Entraînement à la descente manuelle à bord du Soyouz

L'astronaute de l'ASC Chris Hadfield subit un test de simulation de rentrée manuelle dans le centrifuge. 1er juin 2012. (Source : ASC)

L'une des difficultés qu'invoquent le plus souvent les astronautes qui s'entraînent dans les simulateurs Soyouz porte sur les scénarios de rendez-vous et d'amarrage. Les instructeurs introduisent constamment dans les simulations de nouvelles défaillances de systèmes et situations d'urgence pour mettre leurs élèves au défi. Ces scénarios ont pour but d'assurer qu'on puisse compter sur d'excellentes compétences opérationnelles et une bonne coordination entre les membres d'équipage en cas d'urgence en plein vol.

Descente manuelle

Dans des conditions idéales de fin de mission, on a recours à un système de rentrée automatique pour ramener le véhicule et l'équipage sur Terre en toute sécurité. Mais, l'équipage doit connaître les divers modes auxiliaires qui permettent de prendre la relève de systèmes automatiques défectueux. Parmi les modes d'urgence de rentrée, il y a les membres d'équipage! En présence de certaines défaillances matérielles ou logicielles, l'équipage doit pouvoir piloter manuellement le véhicule Soyouz lors de sa rentrée dans l'atmosphère terrestre.

L'astronaute de l'ASC Bob Thirsk apprend à manœuvrer l'engin spatial Soyouz en s'entraînant dans un simulateur Soyouz.

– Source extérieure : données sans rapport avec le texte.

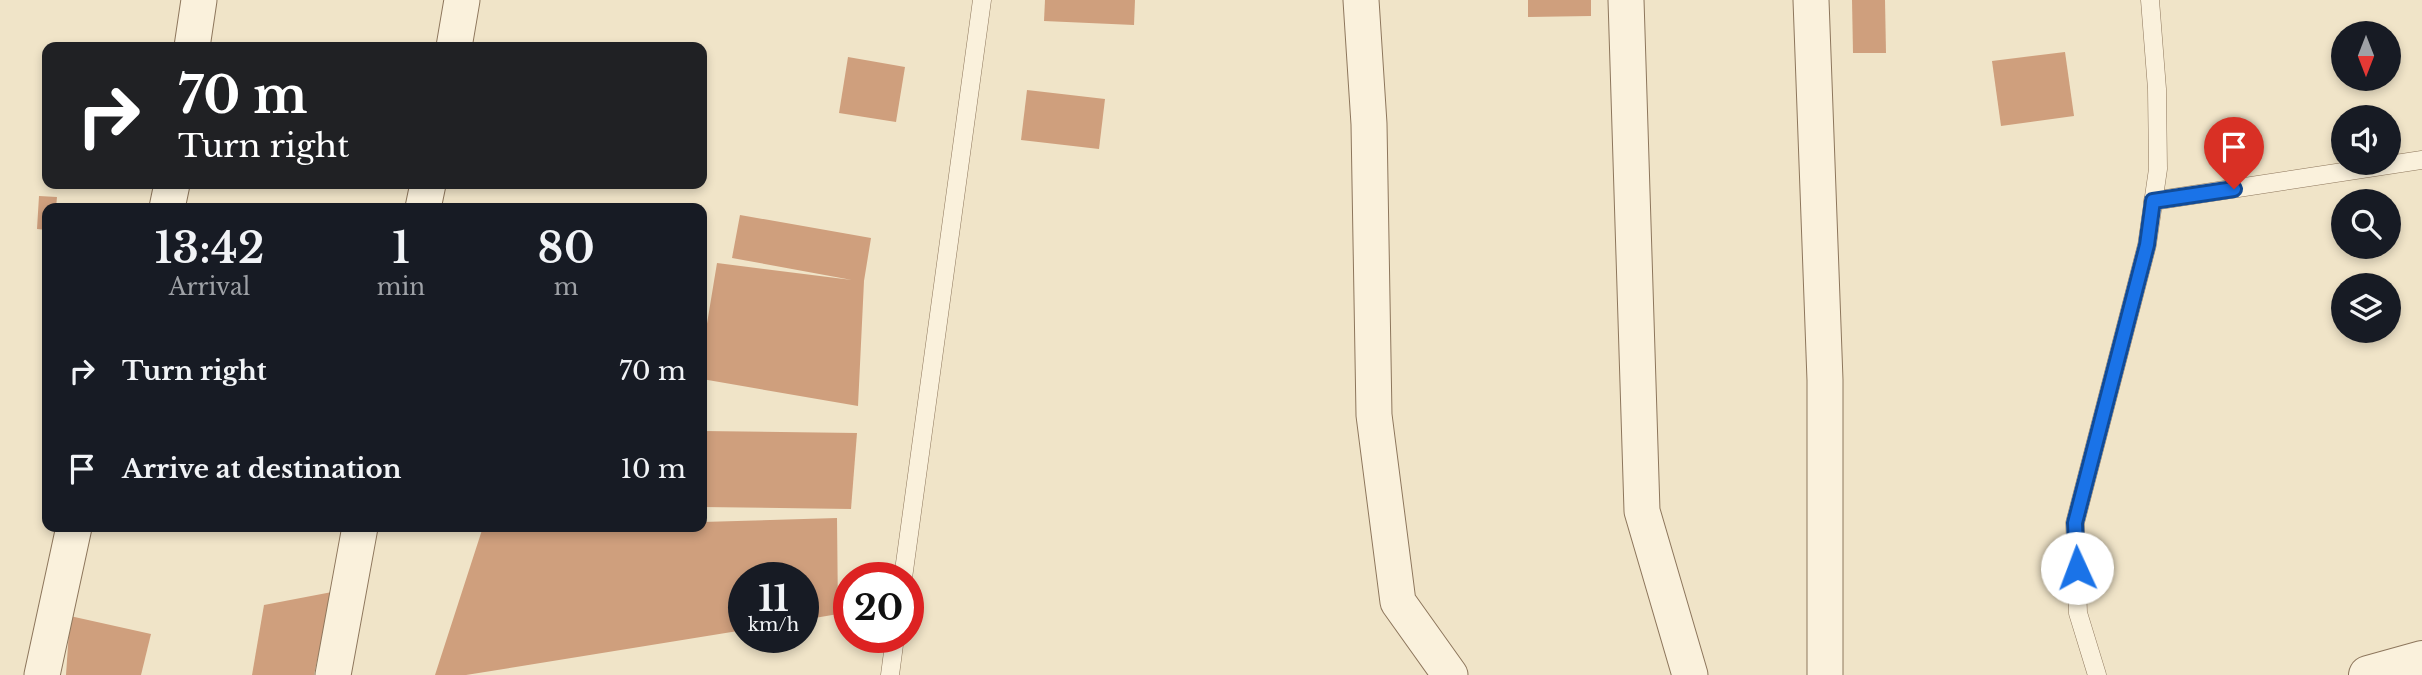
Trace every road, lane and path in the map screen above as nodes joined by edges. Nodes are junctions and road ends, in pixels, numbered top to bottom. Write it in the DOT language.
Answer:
graph roads {
  1 [pos="199,0"];
  2 [pos="462,0"];
  3 [pos="982,0"];
  4 [pos="1361,0"];
  5 [pos="1626,0"];
  6 [pos="1811,0"];
  7 [pos="2150,0"];
  8 [pos="193,42"];
  9 [pos="455,42"];
  10 [pos="2422,160"];
  11 [pos="2153,201"];
  12 [pos="73,532"];
  13 [pos="359,532"];
  14 [pos="905,562"];
  15 [pos="893,653"];
  16 [pos="2422,660"];
  17 [pos="42,675"];
  18 [pos="333,675"];
  19 [pos="890,675"];
  20 [pos="1450,675"];
  21 [pos="1690,675"];
  22 [pos="1825,675"];
  23 [pos="2097,675"];
  24 [pos="2368,675"];
  1 -- 8 [label="street"];
  2 -- 9 [label="street"];
  3 -- 14 [label="lane"];
  4 -- 20 [label="street"];
  5 -- 21 [label="street"];
  6 -- 22 [label="street"];
  7 -- 11 [label="lane"];
  10 -- 11 [label="lane"];
  11 -- 23 [label="lane"];
  12 -- 17 [label="street"];
  13 -- 18 [label="street"];
  15 -- 19 [label="lane"];
  16 -- 24 [label="street"];
}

Pour ce faire, les cosmonautes font varier la portance aérodynamique de la capsule au moyen d'une commande manuelle. Ils tentent ainsi de contrôler les forces de sustentation qui s'exercent sur le module de descente de manière à atterrir le plus près possible du site désigné où l'équipe de récupération les attend.

Si l'équipage n'avait pas à tenir compte du facteur de charge, il serait relativement facile de faire atterrir le véhicule à l'endroit désigné. Puisque les facteurs de charge très élevés constituent un danger pour les cosmonautes, on doit les éviter.

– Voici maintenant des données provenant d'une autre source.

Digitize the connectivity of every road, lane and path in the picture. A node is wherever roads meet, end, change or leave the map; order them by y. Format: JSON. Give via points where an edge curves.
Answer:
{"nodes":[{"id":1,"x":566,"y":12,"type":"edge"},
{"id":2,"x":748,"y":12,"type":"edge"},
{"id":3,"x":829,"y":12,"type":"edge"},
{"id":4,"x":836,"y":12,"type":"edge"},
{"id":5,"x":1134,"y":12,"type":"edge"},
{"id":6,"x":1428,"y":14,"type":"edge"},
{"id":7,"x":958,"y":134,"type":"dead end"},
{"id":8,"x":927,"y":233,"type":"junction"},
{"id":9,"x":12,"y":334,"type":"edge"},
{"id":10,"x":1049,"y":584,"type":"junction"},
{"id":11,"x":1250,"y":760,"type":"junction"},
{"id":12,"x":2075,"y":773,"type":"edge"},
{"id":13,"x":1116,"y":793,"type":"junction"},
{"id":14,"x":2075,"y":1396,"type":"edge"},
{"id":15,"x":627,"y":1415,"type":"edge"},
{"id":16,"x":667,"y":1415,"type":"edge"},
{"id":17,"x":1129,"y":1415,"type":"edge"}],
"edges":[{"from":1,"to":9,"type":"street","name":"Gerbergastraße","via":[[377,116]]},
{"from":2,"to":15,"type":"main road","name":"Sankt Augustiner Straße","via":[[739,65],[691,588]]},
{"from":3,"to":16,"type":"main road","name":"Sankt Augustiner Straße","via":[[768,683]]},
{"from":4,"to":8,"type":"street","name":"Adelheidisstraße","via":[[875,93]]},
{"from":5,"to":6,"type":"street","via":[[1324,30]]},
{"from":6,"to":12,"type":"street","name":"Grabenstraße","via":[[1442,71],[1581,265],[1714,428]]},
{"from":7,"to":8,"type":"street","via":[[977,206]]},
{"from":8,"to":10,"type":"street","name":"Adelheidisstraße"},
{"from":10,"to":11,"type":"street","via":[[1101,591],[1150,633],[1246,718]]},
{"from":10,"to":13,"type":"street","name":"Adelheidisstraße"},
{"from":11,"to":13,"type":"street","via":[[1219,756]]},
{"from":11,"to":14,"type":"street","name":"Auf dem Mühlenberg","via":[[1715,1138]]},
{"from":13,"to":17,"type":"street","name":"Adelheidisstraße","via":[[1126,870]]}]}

Par contre, si on contrôle les forces de sustentation qui agissent sur le véhicule pour exposer l'équipage à un faible facteur de charge, l'atterrissage pourrait avoir lieu à des dizaines ou des centaines de kilomètres du point de rencontre avec les hélicoptères de récupération. Par conséquent, pour bien réussir une rentrée manuelle, il faut trouver le juste équilibre entre la précision d'atterrissage et les limites de charge. Autrement dit, il importe d'effectuer une descente manuelle aussi précise que possible et qui ne présente pas trop d'inconfort pour l'équipage. Il faut des heures et des heures d'entraînement pour y arriver.